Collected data
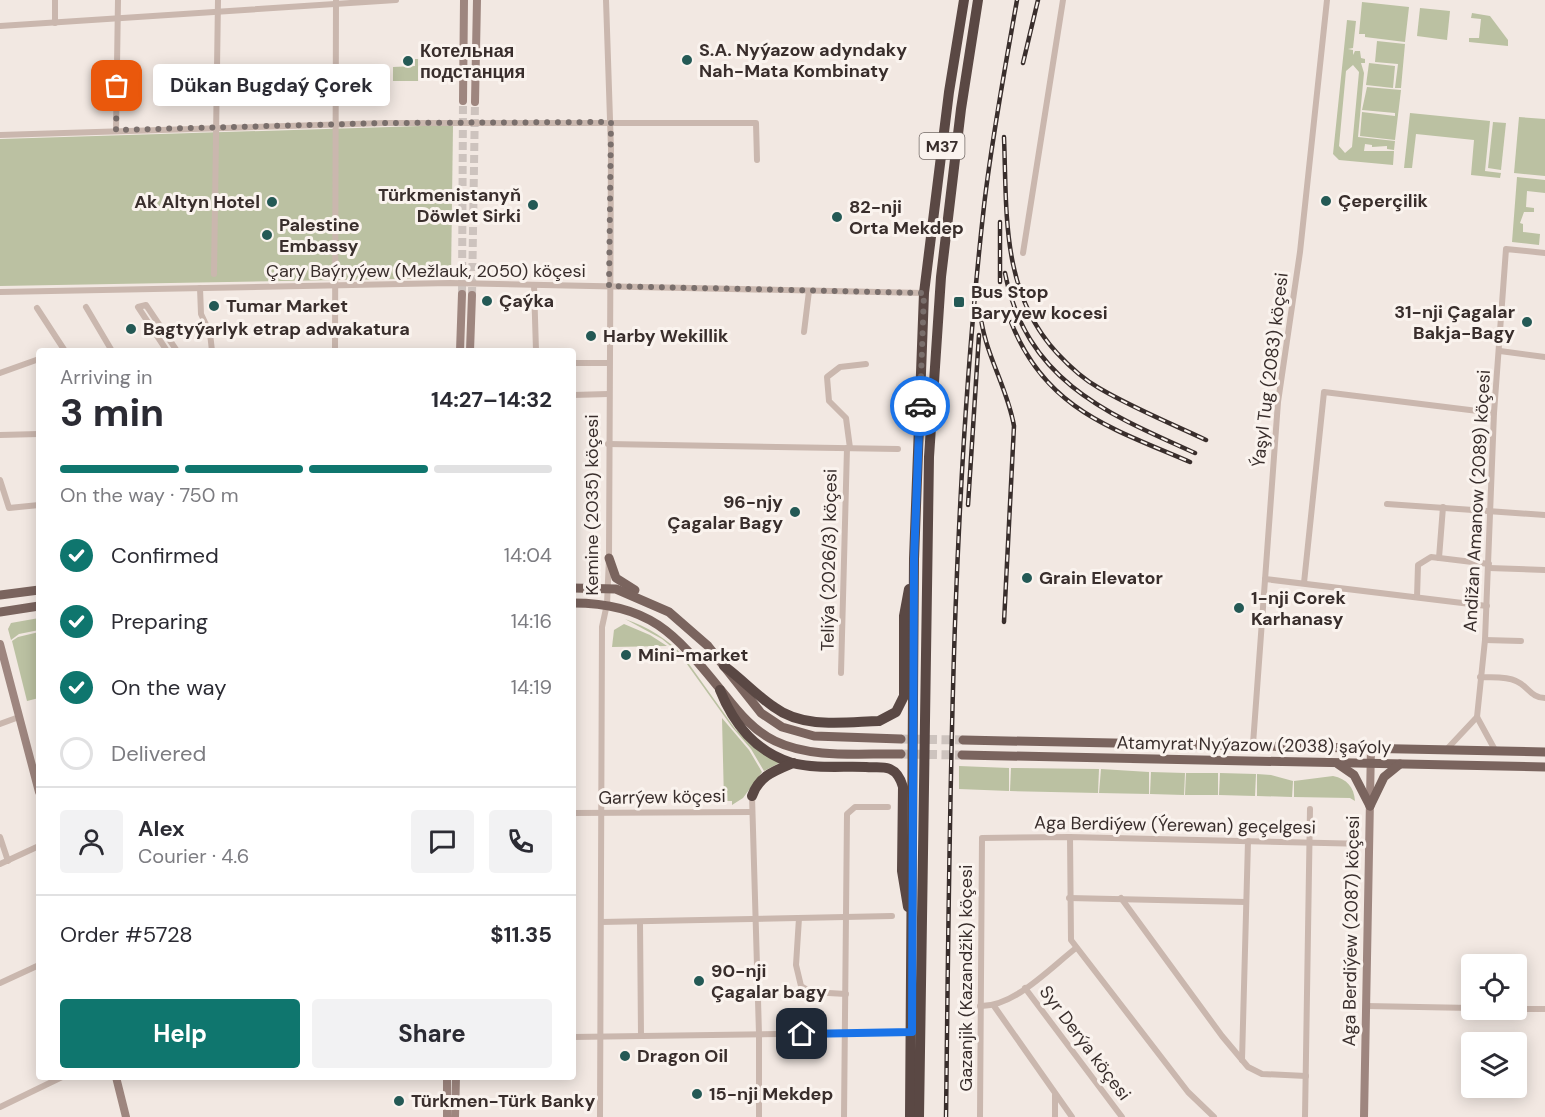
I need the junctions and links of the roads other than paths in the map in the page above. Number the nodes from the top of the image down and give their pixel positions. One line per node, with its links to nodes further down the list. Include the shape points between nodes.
1 (55, 0): 15 (street)
2 (118, 0): 14 (street)
3 (218, 0): 13 (street)
4 (396, 0): 12 (street)
5 (464, 0): 17 (street)
6 (477, 0): 18 (street)
7 (606, 0): 19 (street, Kemine (2035) köçesi)
8 (964, 0): 34 (highway, M37)
9 (978, 0): 170 (highway, M37, via 941,277 929,457)
10 (1063, 0): 26 (street)
11 (1327, 0): 73 (street, Ýaşyl Tug (2083) köçesi, via 1300,252 1278,402)
12 (336, 3): 13 (street); 20 (street)
13 (218, 13): 14 (street); 21 (street)
14 (118, 18): 15 (street); 22 (street)
15 (55, 23): 16 (street)
16 (0, 26)
17 (463, 101)
18 (475, 102)
19 (611, 122): 20 (street); 24 (street, via 756,123); 30 (street, Kemine (2035) köçesi)
20 (336, 124): 21 (street); 28 (street)
21 (216, 128): 22 (street); 27 (street)
22 (116, 130): 23 (street)
23 (0, 135)
24 (757, 160)
25 (1545, 253): 47 (street, Andižan Amanow (2089) köçesi, via 1506,249)
26 (1023, 254)
27 (214, 274)
28 (335, 285): 29 (street, Çary Baýryýew (Mežlauk, 2050) köçesi); 31 (street, Çary Baýryýew (Mežlauk, 2050) köçesi); 43 (street)
29 (534, 285): 30 (street, Çary Baýryýew (Mežlauk, 2050) köçesi); 46 (street)
30 (609, 286): 32 (street, Çary Baýryýew (Mežlauk, 2050) köçesi); 51 (street, Kemine (2035) köçesi)
31 (200, 288): 33 (street, Çary Baýryýew (Mežlauk, 2050) köçesi); 42 (street, via 201,314)
32 (809, 291): 34 (street, Çary Baýryýew (Mežlauk, 2050) köçesi); 37 (street)
33 (0, 292)
34 (924, 293): 70 (highway, M37)
35 (86, 307): 39 (street)
36 (37, 308): 38 (street)
37 (804, 332)
38 (63, 348)
39 (110, 348)
40 (165, 348): 41 (street, via 138,307 146,305)
41 (175, 348)
42 (211, 348)
43 (335, 348)
44 (460, 348): 45 (street, via 467,295)
45 (470, 348)
46 (536, 348)
47 (1500, 351): 48 (street); 56 (street, Andižan Amanow (2089) köçesi)
48 (1545, 357)
49 (36, 360): 53 (street)
50 (576, 363): 51 (street)
51 (608, 363): 54 (street, Kemine (2035) köçesi)
52 (866, 364): 60 (street, Teliýa (2026/3) köçesi, via 840,367 827,377 829,401 844,414 848,424)
53 (0, 373)
54 (608, 394): 55 (street); 59 (street, Kemine (2035) köçesi)
55 (576, 395)
56 (1494, 413): 66 (street, Andižan Amanow (2089) köçesi); 74 (street, via 1324,392)
57 (36, 434): 58 (street)
58 (0, 435)
59 (608, 444): 60 (street); 68 (street, Kemine (2035) köçesi)
60 (849, 448): 61 (street); 90 (street, Teliýa (2026/3) köçesi)
61 (898, 449)
62 (0, 480): 64 (street, via 9,508)
63 (1387, 504): 65 (street)
64 (36, 505)
65 (1443, 507): 66 (street); 69 (street)
66 (1492, 510): 67 (street); 71 (street, Andižan Amanow (2089) köçesi)
67 (1545, 515)
68 (609, 558): 76 (street, Kemine (2035) köçesi); 85 (main road, via 624,584 660,601)
69 (1438, 558): 71 (street); 79 (street, via 1424,559 1418,565)
70 (914, 559): 89 (highway, via 904,616 904,696 889,718 879,722 802,720 773,707 748,682); 137 (highway, M37)
71 (1489, 566): 72 (street); 83 (street, Andižan Amanow (2089) köçesi)
72 (1545, 570)
73 (1265, 579): 74 (street); 99 (street, Ýaşyl Tug (2083) köçesi)
74 (1304, 583): 79 (street)
75 (576, 588): 76 (main road)
76 (608, 588): 81 (street, Kemine (2035) köçesi); 85 (main road)
77 (36, 590): 78 (main road)
78 (0, 595)
79 (1417, 597): 83 (street)
80 (576, 603): 81 (main road)
81 (607, 604): 92 (main road, via 670,632 691,651); 118 (street, Kemine (2035) köçesi, via 602,627)
82 (36, 606): 84 (main road)
83 (1487, 606): 86 (street, Andižan Amanow (2089) köçesi)
84 (0, 612)
85 (669, 612): 89 (main road, via 695,632)
86 (1485, 640): 87 (street); 91 (street, Andižan Amanow (2089) köçesi)
87 (1521, 640)
88 (0, 644): 94 (street)
89 (724, 666): 97 (main road, via 761,713 790,730 814,736)
90 (841, 673)
91 (1480, 677): 93 (street, via 1513,679 1535,697); 95 (street, Andižan Amanow (2089) köçesi)
92 (720, 690): 104 (main road, via 754,727 787,746 809,752); 106 (highway, via 740,729)
93 (1545, 698)
94 (19, 717): 96 (street); 111 (street)
95 (1477, 717): 101 (street); 102 (street)
96 (0, 724)
97 (902, 739)
98 (963, 740): 99 (main road, Atamyrat Nyýazow (2038) şaýoly)
99 (1253, 744): 100 (main road, Atamyrat Nyýazow (2038) şaýoly)
100 (1371, 746): 101 (main road, Atamyrat Nyýazow (2038) şaýoly); 108 (street, Aga Berdiýew (2087) köçesi)
101 (1447, 749): 102 (main road, Atamyrat Nyýazow (2038) şaýoly)
102 (1495, 750): 103 (main road, Atamyrat Nyýazow (2038) şaýoly)
103 (1545, 752)
104 (901, 754)
105 (962, 755): 107 (main road, Atamyrat Nyýazow (2038) şaýoly)
106 (793, 763): 112 (highway, via 766,775); 137 (highway, via 886,768 898,776 903,787 902,870)
107 (1336, 763): 108 (main road, Atamyrat Nyýazow (2038) şaýoly); 113 (main road, via 1353,775)
108 (1371, 763): 109 (main road, Atamyrat Nyýazow (2038) şaýoly); 113 (street, Aga Berdiýew (2087) köçesi)
109 (1400, 764): 110 (main road, Atamyrat Nyýazow (2038) şaýoly); 113 (main road, via 1384,777)
110 (1545, 767)
111 (36, 781)
112 (752, 796): 116 (street)
113 (1370, 806): 124 (street, Aga Berdiýew (2087) köçesi)
114 (888, 807): 132 (street, via 855,807 847,814)
115 (1310, 809): 123 (street)
116 (752, 812): 118 (street, Garrýew köçesi); 134 (street)
117 (576, 813): 118 (street, Garrýew köçesi)
118 (600, 813): 135 (street, Kemine (2035) köçesi)
119 (0, 837): 126 (street)
120 (1071, 837): 121 (street, Aga Berdiýew (Ýerewan) geçelgesi); 122 (street, Aga Berdiýew (Ýerewan) geçelgesi); 128 (street)
121 (982, 838): 144 (street, Gazanjik (Kazandžik) köçesi)
122 (1248, 841): 123 (street, Aga Berdiýew (Ýerewan) geçelgesi); 130 (street)
123 (1308, 842): 124 (street, Aga Berdiýew (Ýerewan) geçelgesi); 156 (street)
124 (1368, 844): 143 (street, Aga Berdiýew (2087) köçesi)
125 (36, 847): 126 (street)
126 (8, 861): 127 (street)
127 (0, 864)
128 (1070, 898): 129 (street); 138 (street, via 1069,931)
129 (1121, 898): 130 (street); 155 (street)
130 (1246, 902): 155 (street)
131 (892, 916): 132 (street)
132 (848, 917): 133 (street); 142 (street)
133 (799, 918): 134 (street); 142 (street, via 796,965 801,986 811,992)
134 (756, 919): 136 (street); 151 (street)
135 (601, 922): 136 (street); 153 (street, Kemine (2035) köçesi)
136 (640, 923): 152 (street)
137 (913, 940): 149 (highway, M37)
138 (1076, 948): 141 (street); 175 (street, via 1188,1092)
139 (36, 966): 140 (street)
140 (0, 983)
141 (1024, 988): 145 (street); 174 (street, Syr Derýa köçesi)
142 (846, 994): 150 (street)
143 (1366, 1005): 146 (street); 177 (street, Aga Berdiýew (2087) köçesi)
144 (980, 1006): 145 (street); 171 (street, Gazanjik (Kazandžik) köçesi)
145 (994, 1006): 161 (street)
146 (1461, 1008)
147 (1527, 1009): 148 (street)
148 (1545, 1009)
149 (912, 1032): 150 (street); 169 (highway, M37)
150 (846, 1033): 151 (street); 168 (street)
151 (759, 1034): 152 (street); 167 (street)
152 (641, 1035): 153 (street)
153 (600, 1036): 154 (street); 166 (street, Kemine (2035) köçesi)
154 (576, 1037)
155 (1242, 1060): 156 (street, via 1259,1074)
156 (1305, 1076): 176 (street)
157 (56, 1080): 162 (street)
158 (117, 1080): 163 (street)
159 (447, 1080): 164 (street)
160 (456, 1080): 165 (street)
161 (1055, 1094): 172 (street); 173 (street)
162 (0, 1107)
163 (126, 1117)
164 (447, 1117)
165 (455, 1117)
166 (600, 1117)
167 (759, 1117)
168 (844, 1117)
169 (910, 1117)
170 (919, 1117)
171 (980, 1117)
172 (1055, 1117)
173 (1072, 1117)
174 (1122, 1117)
175 (1214, 1117)
176 (1305, 1117)
177 (1364, 1117)

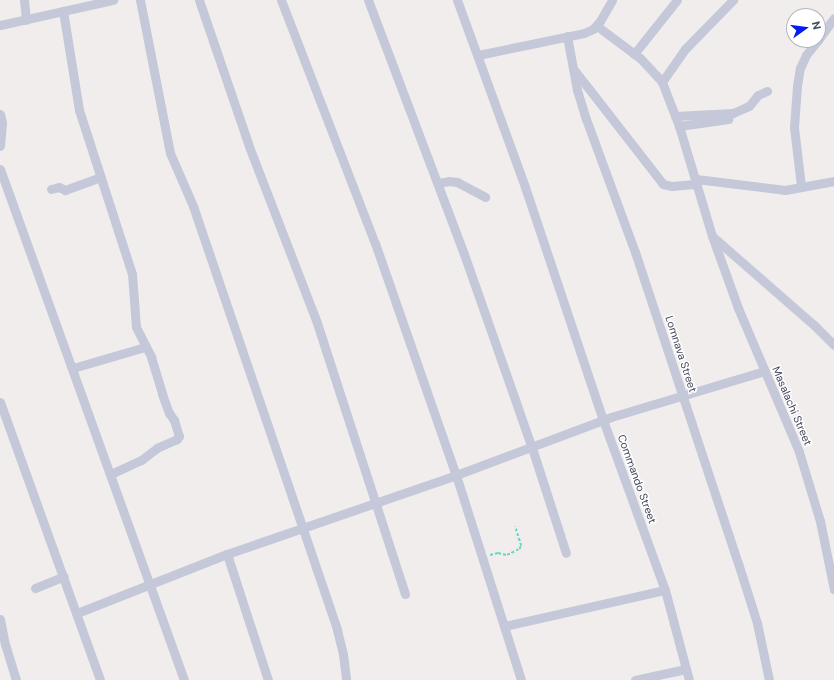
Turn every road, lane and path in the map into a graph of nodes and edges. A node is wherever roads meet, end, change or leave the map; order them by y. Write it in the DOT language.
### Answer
graph roads {
  1 [pos="24,0"];
  2 [pos="113,0"];
  3 [pos="140,0"];
  4 [pos="199,0"];
  5 [pos="281,0"];
  6 [pos="368,0"];
  7 [pos="457,0"];
  8 [pos="612,0"];
  9 [pos="677,0"];
  10 [pos="733,0"];
  11 [pos="103,1"];
  12 [pos="63,12"];
  13 [pos="834,18"];
  14 [pos="26,20"];
  15 [pos="0,26"];
  16 [pos="597,26"];
  17 [pos="826,29"];
  18 [pos="567,36"];
  19 [pos="812,48"];
  20 [pos="634,54"];
  21 [pos="478,56"];
  22 [pos="573,68"];
  23 [pos="662,82"];
  24 [pos="767,91"];
  25 [pos="0,114"];
  26 [pos="675,116"];
  27 [pos="732,118"];
  28 [pos="679,126"];
  29 [pos="0,146"];
  30 [pos="0,169"];
  31 [pos="101,177"];
  32 [pos="697,181"];
  33 [pos="834,181"];
  34 [pos="438,183"];
  35 [pos="801,186"];
  36 [pos="51,189"];
  37 [pos="485,197"];
  38 [pos="712,236"];
  39 [pos="834,345"];
  40 [pos="145,347"];
  41 [pos="73,368"];
  42 [pos="764,371"];
  43 [pos="682,395"];
  44 [pos="0,402"];
  45 [pos="604,420"];
  46 [pos="532,448"];
  47 [pos="111,474"];
  48 [pos="456,475"];
  49 [pos="375,503"];
  50 [pos="516,527"];
  51 [pos="302,528"];
  52 [pos="566,553"];
  53 [pos="227,554"];
  54 [pos="483,557"];
  55 [pos="64,576"];
  56 [pos="150,584"];
  57 [pos="35,588"];
  58 [pos="665,590"];
  59 [pos="834,590"];
  60 [pos="405,594"];
  61 [pos="77,613"];
  62 [pos="0,619"];
  63 [pos="505,626"];
  64 [pos="686,669"];
  65 [pos="16,680"];
  66 [pos="100,680"];
  67 [pos="184,680"];
  68 [pos="268,680"];
  69 [pos="346,680"];
  70 [pos="521,680"];
  71 [pos="635,680"];
  72 [pos="689,680"];
  73 [pos="769,680"];
  1 -- 14 [label="street"];
  2 -- 11 [label="street"];
  3 -- 51 [label="street"];
  4 -- 49 [label="street"];
  5 -- 48 [label="street"];
  6 -- 34 [label="street"];
  7 -- 21 [label="street, Commando Street"];
  8 -- 16 [label="street"];
  9 -- 20 [label="street"];
  10 -- 23 [label="street"];
  11 -- 12 [label="street"];
  12 -- 14 [label="street"];
  12 -- 31 [label="street"];
  13 -- 17 [label="street"];
  14 -- 15 [label="street"];
  16 -- 18 [label="street"];
  16 -- 20 [label="street"];
  18 -- 21 [label="street"];
  18 -- 22 [label="street, Lomnava Street"];
  19 -- 35 [label="street"];
  20 -- 23 [label="street"];
  21 -- 45 [label="street, Commando Street"];
  22 -- 32 [label="street"];
  22 -- 43 [label="street, Lomnava Street"];
  23 -- 26 [label="street, Masalachi Street"];
  24 -- 26 [label="street"];
  25 -- 29 [label="street"];
  26 -- 28 [label="street, Masalachi Street"];
  27 -- 28 [label="street"];
  28 -- 32 [label="street, Masalachi Street"];
  30 -- 41 [label="street"];
  31 -- 36 [label="street"];
  31 -- 40 [label="street"];
  32 -- 35 [label="street"];
  32 -- 38 [label="street, Masalachi Street"];
  33 -- 35 [label="street"];
  34 -- 37 [label="street"];
  34 -- 46 [label="street"];
  38 -- 39 [label="street"];
  38 -- 42 [label="street, Masalachi Street"];
  40 -- 41 [label="street"];
  40 -- 47 [label="street"];
  41 -- 47 [label="street"];
  42 -- 43 [label="street"];
  42 -- 59 [label="street, Masalachi Street"];
  43 -- 45 [label="street"];
  43 -- 73 [label="street, Lomnava Street"];
  44 -- 55 [label="street"];
  45 -- 46 [label="street"];
  45 -- 58 [label="street, Commando Street"];
  46 -- 48 [label="street"];
  46 -- 52 [label="street"];
  47 -- 56 [label="street"];
  48 -- 49 [label="street"];
  48 -- 54 [label="street"];
  49 -- 51 [label="street"];
  49 -- 60 [label="street"];
  50 -- 54 [label="path"];
  51 -- 53 [label="street"];
  51 -- 69 [label="street"];
  53 -- 56 [label="street"];
  53 -- 68 [label="street"];
  54 -- 63 [label="street"];
  55 -- 57 [label="street"];
  55 -- 61 [label="street"];
  56 -- 61 [label="street"];
  56 -- 67 [label="street"];
  58 -- 63 [label="street"];
  58 -- 64 [label="street, Commando Street"];
  61 -- 66 [label="street"];
  62 -- 65 [label="street"];
  63 -- 70 [label="street"];
  64 -- 71 [label="street"];
  64 -- 72 [label="street, Commando Street"];
}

**TASK DESCRIPTION:** Where a line of the records contains the word "Ýerewan", copy that line.

**YOUR RESPONSE:**
120 (1071, 837): 121 (street, Aga Berdiýew (Ýerewan) geçelgesi); 122 (street, Aga Berdiýew (Ýerewan) geçelgesi); 128 (street)
122 (1248, 841): 123 (street, Aga Berdiýew (Ýerewan) geçelgesi); 130 (street)
123 (1308, 842): 124 (street, Aga Berdiýew (Ýerewan) geçelgesi); 156 (street)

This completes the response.